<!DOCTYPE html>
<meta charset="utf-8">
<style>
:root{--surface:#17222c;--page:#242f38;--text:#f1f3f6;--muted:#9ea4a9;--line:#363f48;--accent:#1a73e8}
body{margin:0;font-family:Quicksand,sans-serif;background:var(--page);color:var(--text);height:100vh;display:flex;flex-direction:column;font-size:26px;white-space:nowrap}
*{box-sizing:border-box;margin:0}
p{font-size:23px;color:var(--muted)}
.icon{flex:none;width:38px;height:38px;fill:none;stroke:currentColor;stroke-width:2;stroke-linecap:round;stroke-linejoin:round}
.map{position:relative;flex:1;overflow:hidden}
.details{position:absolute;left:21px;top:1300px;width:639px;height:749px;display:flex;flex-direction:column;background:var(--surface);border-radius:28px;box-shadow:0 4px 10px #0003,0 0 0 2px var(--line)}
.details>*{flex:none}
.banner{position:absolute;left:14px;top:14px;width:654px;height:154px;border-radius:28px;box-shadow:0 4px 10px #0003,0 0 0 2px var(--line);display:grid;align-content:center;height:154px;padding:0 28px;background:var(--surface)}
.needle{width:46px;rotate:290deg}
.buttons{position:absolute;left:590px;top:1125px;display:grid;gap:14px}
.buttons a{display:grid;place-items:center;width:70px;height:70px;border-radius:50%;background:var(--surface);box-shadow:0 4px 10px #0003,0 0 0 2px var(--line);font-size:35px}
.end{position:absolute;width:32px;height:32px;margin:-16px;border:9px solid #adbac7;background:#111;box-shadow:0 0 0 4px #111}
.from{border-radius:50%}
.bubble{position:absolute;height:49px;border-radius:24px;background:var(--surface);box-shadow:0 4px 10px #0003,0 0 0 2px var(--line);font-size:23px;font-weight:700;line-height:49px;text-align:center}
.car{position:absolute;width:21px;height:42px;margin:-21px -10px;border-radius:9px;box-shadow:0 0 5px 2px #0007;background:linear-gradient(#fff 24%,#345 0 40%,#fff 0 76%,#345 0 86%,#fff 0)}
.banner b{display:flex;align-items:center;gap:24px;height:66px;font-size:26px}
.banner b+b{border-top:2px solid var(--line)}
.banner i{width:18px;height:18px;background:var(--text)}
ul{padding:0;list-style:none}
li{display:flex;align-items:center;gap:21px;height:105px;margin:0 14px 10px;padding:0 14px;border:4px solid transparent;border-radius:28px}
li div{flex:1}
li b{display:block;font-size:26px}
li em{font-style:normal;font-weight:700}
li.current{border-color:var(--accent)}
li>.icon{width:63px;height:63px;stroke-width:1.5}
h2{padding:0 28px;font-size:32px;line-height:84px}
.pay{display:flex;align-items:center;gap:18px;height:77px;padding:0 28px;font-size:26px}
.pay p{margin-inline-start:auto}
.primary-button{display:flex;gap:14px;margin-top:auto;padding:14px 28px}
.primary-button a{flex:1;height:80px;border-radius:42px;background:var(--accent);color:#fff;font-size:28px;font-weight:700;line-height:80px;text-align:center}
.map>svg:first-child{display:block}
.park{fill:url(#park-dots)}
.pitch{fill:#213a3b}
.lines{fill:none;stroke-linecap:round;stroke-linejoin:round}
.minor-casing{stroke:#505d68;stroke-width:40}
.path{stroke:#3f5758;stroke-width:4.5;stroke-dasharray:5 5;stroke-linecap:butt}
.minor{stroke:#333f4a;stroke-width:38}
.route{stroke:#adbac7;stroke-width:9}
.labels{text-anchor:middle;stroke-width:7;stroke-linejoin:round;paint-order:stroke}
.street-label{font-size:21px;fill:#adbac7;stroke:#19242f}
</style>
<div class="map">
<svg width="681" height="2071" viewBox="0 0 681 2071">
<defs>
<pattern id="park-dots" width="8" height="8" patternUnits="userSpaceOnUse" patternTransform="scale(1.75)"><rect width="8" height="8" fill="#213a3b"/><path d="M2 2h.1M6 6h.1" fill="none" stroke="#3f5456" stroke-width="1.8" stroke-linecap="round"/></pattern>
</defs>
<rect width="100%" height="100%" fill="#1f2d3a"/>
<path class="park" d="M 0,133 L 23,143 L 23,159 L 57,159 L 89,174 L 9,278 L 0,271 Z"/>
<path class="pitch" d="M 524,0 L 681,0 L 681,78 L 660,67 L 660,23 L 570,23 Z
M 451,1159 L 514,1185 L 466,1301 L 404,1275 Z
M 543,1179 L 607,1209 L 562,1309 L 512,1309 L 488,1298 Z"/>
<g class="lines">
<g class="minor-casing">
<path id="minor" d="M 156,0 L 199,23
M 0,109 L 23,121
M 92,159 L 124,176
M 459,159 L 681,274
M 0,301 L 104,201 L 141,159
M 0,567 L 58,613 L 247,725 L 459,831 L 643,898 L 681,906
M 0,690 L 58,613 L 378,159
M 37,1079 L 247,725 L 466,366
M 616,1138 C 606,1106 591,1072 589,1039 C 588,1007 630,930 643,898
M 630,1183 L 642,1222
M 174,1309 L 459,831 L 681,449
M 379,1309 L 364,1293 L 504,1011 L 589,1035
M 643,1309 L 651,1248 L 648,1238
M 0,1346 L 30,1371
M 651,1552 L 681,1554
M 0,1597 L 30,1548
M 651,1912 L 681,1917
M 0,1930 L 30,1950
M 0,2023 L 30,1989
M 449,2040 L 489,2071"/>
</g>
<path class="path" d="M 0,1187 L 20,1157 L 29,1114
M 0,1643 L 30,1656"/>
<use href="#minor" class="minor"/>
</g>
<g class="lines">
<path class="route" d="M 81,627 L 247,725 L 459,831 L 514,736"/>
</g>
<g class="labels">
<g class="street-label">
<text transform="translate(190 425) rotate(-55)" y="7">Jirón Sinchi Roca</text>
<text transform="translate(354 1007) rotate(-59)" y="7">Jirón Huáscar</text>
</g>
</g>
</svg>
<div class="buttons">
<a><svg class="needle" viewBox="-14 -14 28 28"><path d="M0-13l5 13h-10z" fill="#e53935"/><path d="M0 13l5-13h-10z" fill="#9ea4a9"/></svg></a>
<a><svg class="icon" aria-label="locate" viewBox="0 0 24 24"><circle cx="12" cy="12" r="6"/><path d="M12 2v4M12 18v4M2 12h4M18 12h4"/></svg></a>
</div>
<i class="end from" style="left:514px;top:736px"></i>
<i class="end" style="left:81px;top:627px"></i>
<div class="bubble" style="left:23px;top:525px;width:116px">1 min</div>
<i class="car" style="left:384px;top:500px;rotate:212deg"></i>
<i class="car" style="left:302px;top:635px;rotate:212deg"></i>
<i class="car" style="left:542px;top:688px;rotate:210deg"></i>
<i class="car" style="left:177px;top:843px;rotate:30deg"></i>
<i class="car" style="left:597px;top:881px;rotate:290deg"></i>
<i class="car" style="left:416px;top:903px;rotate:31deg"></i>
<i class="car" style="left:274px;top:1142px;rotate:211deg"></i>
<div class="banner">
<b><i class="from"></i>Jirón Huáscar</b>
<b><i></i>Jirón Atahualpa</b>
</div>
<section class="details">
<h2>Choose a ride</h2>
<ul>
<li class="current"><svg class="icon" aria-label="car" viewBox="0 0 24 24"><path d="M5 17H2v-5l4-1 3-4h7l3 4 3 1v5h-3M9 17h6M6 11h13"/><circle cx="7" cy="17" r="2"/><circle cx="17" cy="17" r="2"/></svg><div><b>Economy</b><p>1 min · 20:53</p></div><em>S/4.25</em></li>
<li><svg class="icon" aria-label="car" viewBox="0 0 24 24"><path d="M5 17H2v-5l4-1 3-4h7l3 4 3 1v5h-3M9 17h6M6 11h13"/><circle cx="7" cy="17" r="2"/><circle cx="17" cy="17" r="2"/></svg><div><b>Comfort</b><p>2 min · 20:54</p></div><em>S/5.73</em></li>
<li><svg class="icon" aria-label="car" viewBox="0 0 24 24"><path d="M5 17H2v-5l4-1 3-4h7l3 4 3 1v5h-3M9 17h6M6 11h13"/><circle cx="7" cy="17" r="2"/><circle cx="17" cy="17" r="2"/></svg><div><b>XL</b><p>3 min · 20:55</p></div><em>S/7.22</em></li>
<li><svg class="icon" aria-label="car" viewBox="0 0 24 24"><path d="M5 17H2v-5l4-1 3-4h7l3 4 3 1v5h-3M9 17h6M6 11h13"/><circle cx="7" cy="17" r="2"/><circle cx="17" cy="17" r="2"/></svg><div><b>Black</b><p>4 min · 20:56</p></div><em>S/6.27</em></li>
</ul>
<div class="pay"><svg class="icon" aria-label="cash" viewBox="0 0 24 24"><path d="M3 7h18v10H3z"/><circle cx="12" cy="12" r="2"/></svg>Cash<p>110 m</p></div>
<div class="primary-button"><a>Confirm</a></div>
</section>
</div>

○ ○ ○

(Directions): One stretch of the lines above is wanted, from the line that contains "M 0,1597 L 30,1548" through the line that contains "min · 20:54</p></div><em>S/5.73</em></li>". Output it exactly.

(Response to the exercise):
M 0,1597 L 30,1548
M 651,1912 L 681,1917
M 0,1930 L 30,1950
M 0,2023 L 30,1989
M 449,2040 L 489,2071"/>
</g>
<path class="path" d="M 0,1187 L 20,1157 L 29,1114
M 0,1643 L 30,1656"/>
<use href="#minor" class="minor"/>
</g>
<g class="lines">
<path class="route" d="M 81,627 L 247,725 L 459,831 L 514,736"/>
</g>
<g class="labels">
<g class="street-label">
<text transform="translate(190 425) rotate(-55)" y="7">Jirón Sinchi Roca</text>
<text transform="translate(354 1007) rotate(-59)" y="7">Jirón Huáscar</text>
</g>
</g>
</svg>
<div class="buttons">
<a><svg class="needle" viewBox="-14 -14 28 28"><path d="M0-13l5 13h-10z" fill="#e53935"/><path d="M0 13l5-13h-10z" fill="#9ea4a9"/></svg></a>
<a><svg class="icon" aria-label="locate" viewBox="0 0 24 24"><circle cx="12" cy="12" r="6"/><path d="M12 2v4M12 18v4M2 12h4M18 12h4"/></svg></a>
</div>
<i class="end from" style="left:514px;top:736px"></i>
<i class="end" style="left:81px;top:627px"></i>
<div class="bubble" style="left:23px;top:525px;width:116px">1 min</div>
<i class="car" style="left:384px;top:500px;rotate:212deg"></i>
<i class="car" style="left:302px;top:635px;rotate:212deg"></i>
<i class="car" style="left:542px;top:688px;rotate:210deg"></i>
<i class="car" style="left:177px;top:843px;rotate:30deg"></i>
<i class="car" style="left:597px;top:881px;rotate:290deg"></i>
<i class="car" style="left:416px;top:903px;rotate:31deg"></i>
<i class="car" style="left:274px;top:1142px;rotate:211deg"></i>
<div class="banner">
<b><i class="from"></i>Jirón Huáscar</b>
<b><i></i>Jirón Atahualpa</b>
</div>
<section class="details">
<h2>Choose a ride</h2>
<ul>
<li class="current"><svg class="icon" aria-label="car" viewBox="0 0 24 24"><path d="M5 17H2v-5l4-1 3-4h7l3 4 3 1v5h-3M9 17h6M6 11h13"/><circle cx="7" cy="17" r="2"/><circle cx="17" cy="17" r="2"/></svg><div><b>Economy</b><p>1 min · 20:53</p></div><em>S/4.25</em></li>
<li><svg class="icon" aria-label="car" viewBox="0 0 24 24"><path d="M5 17H2v-5l4-1 3-4h7l3 4 3 1v5h-3M9 17h6M6 11h13"/><circle cx="7" cy="17" r="2"/><circle cx="17" cy="17" r="2"/></svg><div><b>Comfort</b><p>2 min · 20:54</p></div><em>S/5.73</em></li>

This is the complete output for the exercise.